Japan's 'Abenomics' Minister Amari to resign over graft scandal

Published Thu, Jan 28, 2016 · 09:06 AM

[TOKYO] Japanese Economy Minister Akira Amari, a key engineer of the government's "Abenomics" program, said he was resigning after a week fending off allegations of financial impropriety.

Mr Amari is the most influential minister to resign since Prime Minister Shinzo Abe took office in December 2012. Japan's point man in the Trans-Pacific Partnership regional trade talks, Amari also spearheaded Abe's growth strategy to boost the nation's competitiveness.

A tearful Mr Amari apologized for the scandal, saying it had caused embarrassment.

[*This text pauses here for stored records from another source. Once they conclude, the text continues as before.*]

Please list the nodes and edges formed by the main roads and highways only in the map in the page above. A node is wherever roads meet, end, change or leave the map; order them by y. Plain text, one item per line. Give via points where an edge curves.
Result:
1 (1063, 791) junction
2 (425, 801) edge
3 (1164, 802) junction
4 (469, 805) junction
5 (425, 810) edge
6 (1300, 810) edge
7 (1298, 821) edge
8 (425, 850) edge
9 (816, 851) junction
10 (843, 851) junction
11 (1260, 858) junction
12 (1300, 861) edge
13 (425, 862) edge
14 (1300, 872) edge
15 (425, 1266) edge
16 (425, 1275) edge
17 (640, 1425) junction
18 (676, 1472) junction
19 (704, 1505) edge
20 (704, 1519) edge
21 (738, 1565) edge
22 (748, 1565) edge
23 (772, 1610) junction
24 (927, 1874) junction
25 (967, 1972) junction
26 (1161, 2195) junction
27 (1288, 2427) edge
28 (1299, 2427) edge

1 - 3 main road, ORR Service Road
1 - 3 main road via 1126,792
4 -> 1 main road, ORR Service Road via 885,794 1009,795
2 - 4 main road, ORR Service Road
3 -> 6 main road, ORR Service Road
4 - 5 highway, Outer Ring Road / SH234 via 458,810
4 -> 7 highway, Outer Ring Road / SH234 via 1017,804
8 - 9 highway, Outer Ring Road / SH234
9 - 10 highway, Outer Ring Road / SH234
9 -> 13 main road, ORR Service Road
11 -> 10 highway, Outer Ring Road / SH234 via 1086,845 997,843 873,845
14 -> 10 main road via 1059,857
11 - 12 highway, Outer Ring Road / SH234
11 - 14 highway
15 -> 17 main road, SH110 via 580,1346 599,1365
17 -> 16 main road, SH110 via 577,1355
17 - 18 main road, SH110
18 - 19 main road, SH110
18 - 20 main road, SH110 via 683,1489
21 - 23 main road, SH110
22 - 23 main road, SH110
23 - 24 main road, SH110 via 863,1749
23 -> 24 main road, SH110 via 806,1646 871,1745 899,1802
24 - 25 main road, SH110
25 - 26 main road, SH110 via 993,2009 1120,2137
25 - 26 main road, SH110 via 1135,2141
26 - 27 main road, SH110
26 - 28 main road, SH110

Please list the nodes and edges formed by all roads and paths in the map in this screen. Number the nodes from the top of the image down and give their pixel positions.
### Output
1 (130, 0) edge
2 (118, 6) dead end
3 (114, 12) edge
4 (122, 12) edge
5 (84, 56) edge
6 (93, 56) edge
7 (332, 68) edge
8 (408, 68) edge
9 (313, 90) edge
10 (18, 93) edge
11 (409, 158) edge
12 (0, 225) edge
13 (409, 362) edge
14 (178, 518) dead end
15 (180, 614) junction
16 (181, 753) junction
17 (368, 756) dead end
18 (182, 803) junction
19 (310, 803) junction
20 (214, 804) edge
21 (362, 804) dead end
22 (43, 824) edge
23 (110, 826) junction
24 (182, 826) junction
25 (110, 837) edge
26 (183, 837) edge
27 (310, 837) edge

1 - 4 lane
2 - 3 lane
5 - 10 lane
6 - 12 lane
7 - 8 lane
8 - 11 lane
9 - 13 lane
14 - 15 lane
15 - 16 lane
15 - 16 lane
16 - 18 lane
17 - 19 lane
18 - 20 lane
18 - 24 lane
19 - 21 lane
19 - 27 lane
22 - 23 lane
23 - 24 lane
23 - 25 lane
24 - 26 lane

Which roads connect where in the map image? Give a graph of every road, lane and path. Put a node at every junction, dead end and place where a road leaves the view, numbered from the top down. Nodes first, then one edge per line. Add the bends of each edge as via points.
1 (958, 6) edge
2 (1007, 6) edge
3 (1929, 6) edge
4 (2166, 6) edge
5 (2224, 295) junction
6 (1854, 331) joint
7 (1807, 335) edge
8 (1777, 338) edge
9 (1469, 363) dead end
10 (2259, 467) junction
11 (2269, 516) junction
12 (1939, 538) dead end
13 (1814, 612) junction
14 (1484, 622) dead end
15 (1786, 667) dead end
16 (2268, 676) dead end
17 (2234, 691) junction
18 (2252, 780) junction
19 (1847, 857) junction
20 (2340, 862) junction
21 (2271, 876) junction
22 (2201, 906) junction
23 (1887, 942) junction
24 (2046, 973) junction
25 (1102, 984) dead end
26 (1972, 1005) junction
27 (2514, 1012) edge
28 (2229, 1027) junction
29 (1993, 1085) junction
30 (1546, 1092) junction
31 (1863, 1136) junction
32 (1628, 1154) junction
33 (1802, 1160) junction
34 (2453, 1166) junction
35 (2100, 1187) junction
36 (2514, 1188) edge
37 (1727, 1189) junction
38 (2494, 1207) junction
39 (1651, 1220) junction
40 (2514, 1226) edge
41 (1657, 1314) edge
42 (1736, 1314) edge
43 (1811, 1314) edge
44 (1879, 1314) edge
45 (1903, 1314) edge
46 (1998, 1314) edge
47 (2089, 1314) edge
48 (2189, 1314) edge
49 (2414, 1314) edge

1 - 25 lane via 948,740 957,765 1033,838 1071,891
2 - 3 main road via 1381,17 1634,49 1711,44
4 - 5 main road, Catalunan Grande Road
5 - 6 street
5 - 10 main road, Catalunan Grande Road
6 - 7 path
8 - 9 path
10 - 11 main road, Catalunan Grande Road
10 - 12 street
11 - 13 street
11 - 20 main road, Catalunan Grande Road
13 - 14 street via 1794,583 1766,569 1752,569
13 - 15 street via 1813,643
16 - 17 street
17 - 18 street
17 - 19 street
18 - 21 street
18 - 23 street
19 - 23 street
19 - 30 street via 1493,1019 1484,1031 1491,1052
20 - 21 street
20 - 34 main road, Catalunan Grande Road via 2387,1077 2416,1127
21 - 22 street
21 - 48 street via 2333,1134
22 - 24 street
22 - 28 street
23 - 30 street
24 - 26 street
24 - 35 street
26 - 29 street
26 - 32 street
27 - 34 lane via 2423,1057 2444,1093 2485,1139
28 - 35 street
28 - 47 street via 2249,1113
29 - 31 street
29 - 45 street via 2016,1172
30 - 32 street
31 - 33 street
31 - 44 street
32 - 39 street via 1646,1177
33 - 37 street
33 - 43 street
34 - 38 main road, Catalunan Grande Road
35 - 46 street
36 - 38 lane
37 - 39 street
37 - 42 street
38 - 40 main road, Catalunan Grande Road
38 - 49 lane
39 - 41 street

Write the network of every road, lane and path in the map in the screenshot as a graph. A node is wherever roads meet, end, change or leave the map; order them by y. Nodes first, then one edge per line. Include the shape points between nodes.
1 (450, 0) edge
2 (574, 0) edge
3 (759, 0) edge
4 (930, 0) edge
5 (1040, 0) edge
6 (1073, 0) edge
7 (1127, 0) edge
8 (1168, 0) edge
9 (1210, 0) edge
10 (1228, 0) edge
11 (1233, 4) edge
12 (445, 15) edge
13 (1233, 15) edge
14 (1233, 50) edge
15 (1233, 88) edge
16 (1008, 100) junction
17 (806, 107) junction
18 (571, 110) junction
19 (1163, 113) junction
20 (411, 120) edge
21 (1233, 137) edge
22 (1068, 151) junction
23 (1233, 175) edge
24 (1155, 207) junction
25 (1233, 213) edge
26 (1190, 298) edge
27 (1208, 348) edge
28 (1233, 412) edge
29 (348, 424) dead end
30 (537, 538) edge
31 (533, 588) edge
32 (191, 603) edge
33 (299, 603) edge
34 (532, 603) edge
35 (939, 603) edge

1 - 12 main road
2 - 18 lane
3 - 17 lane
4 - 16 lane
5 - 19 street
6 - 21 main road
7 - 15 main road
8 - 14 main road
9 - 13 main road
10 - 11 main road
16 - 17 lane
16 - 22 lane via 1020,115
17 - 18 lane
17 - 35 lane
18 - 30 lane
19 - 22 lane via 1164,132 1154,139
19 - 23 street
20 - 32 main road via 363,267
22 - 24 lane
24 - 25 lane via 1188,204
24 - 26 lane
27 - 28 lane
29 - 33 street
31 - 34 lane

He said any cash received was a political donation but that he must take responsibility for what happened in his office under his watch.

An article published in the weekly Shukan Bunshun magazine last week said Mr Amari and his staff took money from an unidentified Chiba prefecture-based construction company in an alleged violation of a political funding law. The payments amounted to at least 12 million yen (S$144,079), the magazine said, adding there were no details of them in Mr Amari's political funding record.

A follow-up piece in the magazine published Thursday quoted a representative of the firm as saying Mr Amari twice pocketed envelopes containing 500,000 yen in cash. It claimed that further unrecorded payments were made, bringing the total to tens of millions of yen.

With the yen strengthening to a one-year high last week, and exports falling faster than expected in December, the resignation comes at a critical time for the Abenomics project, which is aimed at pulling the world's third-largest economy out of deflation. The loss of Amari could prove a headache for Abe in the run-up to elections in parliament's upper house this summer.

He's the fourth minister to resign over allegations of financial impropriety. None were as important to Mr Abe's cabinet as Mr Amari, who completed tough negotiations with the US over the TPP trade deal even after battling cancer of the tongue. Mr Amari had been expected to travel to New Zealand for the signing of the trade deal by the 12 countries involved on Feb. 4.

While Mr Abe recovered from previous resignations to win a snap general election by a landslide in December 2014, a series of scandal-linked resignations contributed to the unraveling of his first administration in 2007 after less than a year.